Wednesday, June 29, 2016

UNETHICAL MEDICAL RESEARCH RISKS INFECTION OF RESEARCH SUBJECTS INCLUDIING BABIES WITH HIV/AIDS



UNETHICAL MEDICAL RESEARCH RISKS INFECTION OF RESEARCH SUBJECTS INCLUDIING BABIES WITH HIV/AIDS

A week ago a front page article of the Chronicle reported on a new NIH (National Institute of Health) sponsored clinical research trial to evaluate an experimental antibody to HIV called VRC01 to prevent HIV transmission. The researchers intend to enroll 4,000 vulnerable individuals at high risk of acquiring HIV, including men who have sex with men in the US and South America, 1,500 high risk women in sub-Saharan Africa, and 26 infants at high risk of HIV infection born to HIV infected mothers in the US and Africa. Ironically, it is uncertain whether this research will ever lead to prevention of a single infection. The article states that there is cautious optimism that the results will inform the development of new approaches for HIV prevention including a vaccine for HIV.

The researchers acknowledge that VRC01 has no evidence of preventing HIV in humans and that at the end of the study VRC01 will not be a viable product for HIV prevention in the US or income poor countries because of the high cost of this kind of treatment; low patient acceptability of intravenous injections at four to six week intervals; and the eventual requirement of more than one antibody for a mutating virus that will trigger additional large and costly studies. The VRC01 phase two study which plans to enroll 4,000 individuals internationally—many of whom are illiterate and will be required to sign “informed consent” forms that often exceed twenty pages. The study will cost in excess of $200 million and is eight times larger and twelve times more costly than an average phase two NIH or pharmaceutical company study. It is surprising therefore that a study of this magnitude was approved at a time when NIH is requesting additional funding for other urgent public health issues.
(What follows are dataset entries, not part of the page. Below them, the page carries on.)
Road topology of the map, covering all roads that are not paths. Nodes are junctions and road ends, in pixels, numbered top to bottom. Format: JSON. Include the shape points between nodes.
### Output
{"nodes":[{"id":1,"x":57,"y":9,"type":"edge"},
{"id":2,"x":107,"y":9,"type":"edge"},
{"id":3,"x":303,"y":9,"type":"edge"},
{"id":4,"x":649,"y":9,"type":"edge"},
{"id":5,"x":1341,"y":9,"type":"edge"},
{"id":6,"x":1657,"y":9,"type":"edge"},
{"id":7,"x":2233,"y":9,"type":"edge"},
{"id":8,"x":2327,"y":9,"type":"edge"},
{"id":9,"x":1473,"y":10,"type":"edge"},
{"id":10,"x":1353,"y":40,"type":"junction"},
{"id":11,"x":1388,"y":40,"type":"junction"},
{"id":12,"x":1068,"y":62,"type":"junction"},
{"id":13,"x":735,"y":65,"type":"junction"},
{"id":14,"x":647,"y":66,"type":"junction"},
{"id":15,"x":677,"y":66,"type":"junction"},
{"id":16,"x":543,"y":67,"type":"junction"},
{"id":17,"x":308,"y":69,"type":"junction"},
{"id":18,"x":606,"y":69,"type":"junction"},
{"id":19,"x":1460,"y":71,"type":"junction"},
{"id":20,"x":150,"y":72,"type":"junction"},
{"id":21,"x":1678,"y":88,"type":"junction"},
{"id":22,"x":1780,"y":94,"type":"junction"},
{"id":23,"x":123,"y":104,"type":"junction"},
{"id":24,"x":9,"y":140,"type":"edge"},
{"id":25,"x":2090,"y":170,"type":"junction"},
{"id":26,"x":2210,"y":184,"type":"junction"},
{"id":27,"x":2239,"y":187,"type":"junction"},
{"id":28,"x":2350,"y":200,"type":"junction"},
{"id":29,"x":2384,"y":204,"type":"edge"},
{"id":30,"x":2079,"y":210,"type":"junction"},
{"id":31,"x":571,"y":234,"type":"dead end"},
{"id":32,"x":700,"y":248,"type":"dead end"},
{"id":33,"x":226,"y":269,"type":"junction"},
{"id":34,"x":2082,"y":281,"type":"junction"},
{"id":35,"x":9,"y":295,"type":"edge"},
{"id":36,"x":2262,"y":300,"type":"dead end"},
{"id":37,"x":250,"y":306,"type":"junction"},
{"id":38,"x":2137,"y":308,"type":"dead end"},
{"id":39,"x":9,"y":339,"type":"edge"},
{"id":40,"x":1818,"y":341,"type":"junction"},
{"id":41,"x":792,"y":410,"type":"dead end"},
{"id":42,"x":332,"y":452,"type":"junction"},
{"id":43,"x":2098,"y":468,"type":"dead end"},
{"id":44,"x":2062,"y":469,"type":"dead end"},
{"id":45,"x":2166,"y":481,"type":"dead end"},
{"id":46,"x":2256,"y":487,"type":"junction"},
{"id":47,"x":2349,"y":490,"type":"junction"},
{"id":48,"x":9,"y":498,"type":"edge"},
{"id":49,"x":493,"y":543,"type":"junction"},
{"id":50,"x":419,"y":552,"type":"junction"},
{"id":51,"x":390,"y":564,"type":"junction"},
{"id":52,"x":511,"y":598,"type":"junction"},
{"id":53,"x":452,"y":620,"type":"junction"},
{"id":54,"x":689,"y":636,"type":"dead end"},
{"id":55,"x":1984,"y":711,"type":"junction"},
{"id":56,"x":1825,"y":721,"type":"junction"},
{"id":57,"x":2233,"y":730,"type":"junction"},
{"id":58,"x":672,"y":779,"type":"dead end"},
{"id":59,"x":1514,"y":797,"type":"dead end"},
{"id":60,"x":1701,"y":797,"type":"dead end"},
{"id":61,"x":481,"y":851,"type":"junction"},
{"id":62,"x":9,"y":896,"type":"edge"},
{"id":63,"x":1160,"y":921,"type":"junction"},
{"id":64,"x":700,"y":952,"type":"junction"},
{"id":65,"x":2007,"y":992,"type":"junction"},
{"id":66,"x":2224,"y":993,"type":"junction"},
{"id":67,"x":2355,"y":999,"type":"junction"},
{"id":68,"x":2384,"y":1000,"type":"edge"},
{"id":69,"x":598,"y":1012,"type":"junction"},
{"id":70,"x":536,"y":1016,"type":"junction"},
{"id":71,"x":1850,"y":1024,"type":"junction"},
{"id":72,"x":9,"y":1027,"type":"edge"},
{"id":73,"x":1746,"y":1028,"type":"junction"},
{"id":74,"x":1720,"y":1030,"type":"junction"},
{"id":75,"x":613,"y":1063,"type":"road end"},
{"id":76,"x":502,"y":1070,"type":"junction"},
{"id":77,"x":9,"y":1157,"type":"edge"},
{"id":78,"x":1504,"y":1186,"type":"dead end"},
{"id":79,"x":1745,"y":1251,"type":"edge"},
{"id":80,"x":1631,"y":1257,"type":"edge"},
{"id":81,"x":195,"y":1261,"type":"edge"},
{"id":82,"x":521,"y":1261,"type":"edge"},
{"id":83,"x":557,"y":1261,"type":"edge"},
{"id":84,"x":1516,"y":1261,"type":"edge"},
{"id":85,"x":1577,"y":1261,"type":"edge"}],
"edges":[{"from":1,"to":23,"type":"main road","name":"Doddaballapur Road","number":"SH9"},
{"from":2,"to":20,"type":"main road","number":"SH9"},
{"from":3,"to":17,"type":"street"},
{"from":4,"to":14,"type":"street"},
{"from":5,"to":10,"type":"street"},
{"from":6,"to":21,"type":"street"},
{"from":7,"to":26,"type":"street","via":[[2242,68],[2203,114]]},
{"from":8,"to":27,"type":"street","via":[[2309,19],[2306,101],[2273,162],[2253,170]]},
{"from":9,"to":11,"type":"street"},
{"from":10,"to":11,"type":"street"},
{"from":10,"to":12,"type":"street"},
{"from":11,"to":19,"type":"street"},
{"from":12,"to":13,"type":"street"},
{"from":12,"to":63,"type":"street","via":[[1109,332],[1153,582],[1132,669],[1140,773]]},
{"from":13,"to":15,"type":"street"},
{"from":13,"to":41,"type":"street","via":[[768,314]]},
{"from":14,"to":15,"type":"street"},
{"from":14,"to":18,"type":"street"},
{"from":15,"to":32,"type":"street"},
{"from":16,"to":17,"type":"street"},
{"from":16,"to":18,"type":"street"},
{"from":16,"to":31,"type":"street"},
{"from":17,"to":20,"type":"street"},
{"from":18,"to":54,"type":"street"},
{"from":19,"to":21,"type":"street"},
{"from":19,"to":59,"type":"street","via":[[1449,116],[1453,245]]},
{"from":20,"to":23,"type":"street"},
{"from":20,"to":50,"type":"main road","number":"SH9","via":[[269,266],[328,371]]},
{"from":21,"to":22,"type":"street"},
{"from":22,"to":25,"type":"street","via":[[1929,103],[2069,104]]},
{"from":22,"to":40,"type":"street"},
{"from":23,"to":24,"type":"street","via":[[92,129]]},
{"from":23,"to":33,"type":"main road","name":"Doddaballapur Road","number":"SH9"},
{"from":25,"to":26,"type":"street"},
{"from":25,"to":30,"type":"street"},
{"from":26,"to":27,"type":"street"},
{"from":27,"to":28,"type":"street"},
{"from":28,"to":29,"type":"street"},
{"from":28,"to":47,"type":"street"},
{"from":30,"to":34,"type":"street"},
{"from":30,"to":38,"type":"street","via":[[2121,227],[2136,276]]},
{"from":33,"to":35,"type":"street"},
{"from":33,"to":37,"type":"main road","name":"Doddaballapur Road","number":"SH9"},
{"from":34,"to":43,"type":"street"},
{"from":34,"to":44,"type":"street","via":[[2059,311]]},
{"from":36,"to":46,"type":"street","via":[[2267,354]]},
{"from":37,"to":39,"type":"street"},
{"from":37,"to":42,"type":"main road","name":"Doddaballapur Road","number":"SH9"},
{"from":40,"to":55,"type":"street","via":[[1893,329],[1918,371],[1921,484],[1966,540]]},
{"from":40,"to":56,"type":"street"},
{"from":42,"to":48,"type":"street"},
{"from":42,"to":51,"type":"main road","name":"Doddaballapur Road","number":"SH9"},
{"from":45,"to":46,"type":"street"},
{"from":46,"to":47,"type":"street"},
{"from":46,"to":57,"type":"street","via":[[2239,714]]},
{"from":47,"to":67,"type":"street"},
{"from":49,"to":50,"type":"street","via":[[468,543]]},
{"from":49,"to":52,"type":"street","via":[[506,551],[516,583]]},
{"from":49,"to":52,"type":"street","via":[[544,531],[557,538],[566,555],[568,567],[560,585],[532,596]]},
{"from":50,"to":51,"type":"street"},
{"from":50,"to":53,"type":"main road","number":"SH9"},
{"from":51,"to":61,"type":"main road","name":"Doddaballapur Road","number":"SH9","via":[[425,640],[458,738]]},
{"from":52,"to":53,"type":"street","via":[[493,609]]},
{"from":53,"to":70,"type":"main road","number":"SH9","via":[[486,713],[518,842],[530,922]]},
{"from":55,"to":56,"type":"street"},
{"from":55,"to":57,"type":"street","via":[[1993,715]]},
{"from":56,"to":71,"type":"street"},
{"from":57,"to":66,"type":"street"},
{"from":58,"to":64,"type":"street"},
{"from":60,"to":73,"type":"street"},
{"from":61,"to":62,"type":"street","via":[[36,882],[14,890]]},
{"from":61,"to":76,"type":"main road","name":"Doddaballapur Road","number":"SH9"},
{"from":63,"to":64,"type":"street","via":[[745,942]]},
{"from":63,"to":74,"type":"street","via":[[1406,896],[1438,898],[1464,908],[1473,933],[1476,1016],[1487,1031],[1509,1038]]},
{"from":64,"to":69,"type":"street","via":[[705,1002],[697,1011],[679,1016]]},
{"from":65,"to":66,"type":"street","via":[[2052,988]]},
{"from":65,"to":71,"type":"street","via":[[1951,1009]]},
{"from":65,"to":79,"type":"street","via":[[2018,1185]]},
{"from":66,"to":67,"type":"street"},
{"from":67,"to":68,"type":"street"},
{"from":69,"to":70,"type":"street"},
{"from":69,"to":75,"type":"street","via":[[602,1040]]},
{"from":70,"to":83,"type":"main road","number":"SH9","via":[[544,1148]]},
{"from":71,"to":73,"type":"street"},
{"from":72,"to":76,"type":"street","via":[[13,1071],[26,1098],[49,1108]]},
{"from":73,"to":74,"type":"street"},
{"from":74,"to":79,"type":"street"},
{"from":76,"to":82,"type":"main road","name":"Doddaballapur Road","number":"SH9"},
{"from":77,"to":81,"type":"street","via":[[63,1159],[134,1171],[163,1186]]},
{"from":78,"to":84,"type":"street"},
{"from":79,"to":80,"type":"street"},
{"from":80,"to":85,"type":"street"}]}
The study design conflicts with universal recommendations by major public health agencies such as WHO and the US Public Health Service (PHS) who recommend immediate post exposure prophylaxis (PEP) or preexposure prophylaxis (PrEP) with antiretroviral drugs for individuals at high risk of HIV infection. Baffling is why 3,000 men exposed to HIV are assured of PrEP in the study’s proposal, while the 1,000 African women are not. Equally perplexing is how the institutional review boards (IRBs), that are supposed to oversee the ethics and study designs, could have approved a study that dismissed standard of care recommendations to immediately provide PEP to protect infants born to HIV infected mothers from HIV infection. Instead researchers will be allowed to delay lifesaving prevention until after an experimental drug of unknown benefit is administered. Additionally, even though the researchers and the IRBs acknowledged that the research is of no known benefit to the infants but of significant risk for acquiring progressive or fatal HIV infection, they allowed the study to proceed. The Office for Human Research Protections (OHRP) federal regulation prohibits research in children that is of no known benefit but significant risk to children. Yet, as unfortunately has been the case previously, OHRP has not intervened. As a result, it is likely that some of these innocent infants will be infected with the HIV virus and develop AIDS, a disease for which there is no known cure.

Certainly no one would oppose finding a silver bullet to stop HIV, but this study seeks to expose thousands of individuals, many of whom are vulnerable and subject to exploitation, to a research product that lacked independent outside scientific review, and ignores WHO and US PHS guidelines for HIV prevention and OHRP regulations for research in children.   If we are to be successful in ending the HIV epidemic the most important research priorities must be identified and rigorous scientific scrutiny with high ethical standards applied.  No matter the urgency of a health crisis or the stated importance of a scientific research question, we have learned from the past that the price of compromising high quality science and sound ethical principles is too high.  When this fails, it will also engender the kind of mistrust that will echo for decades. 

The foregoing blog is an edited version by Kerry Gough of an op-ed authored by Arthur J. Ammann, Pediatrician and advocate for the health of vulnerable children for more than 50 years; Susan M. Reverby, an historian at Wellesley College, and author of Examining Tuskegee: The Infamous Syphilis Study and its Legacy and Kerry Gough, an attorney, author, and reviewer of legal and ethical issues of clinical research.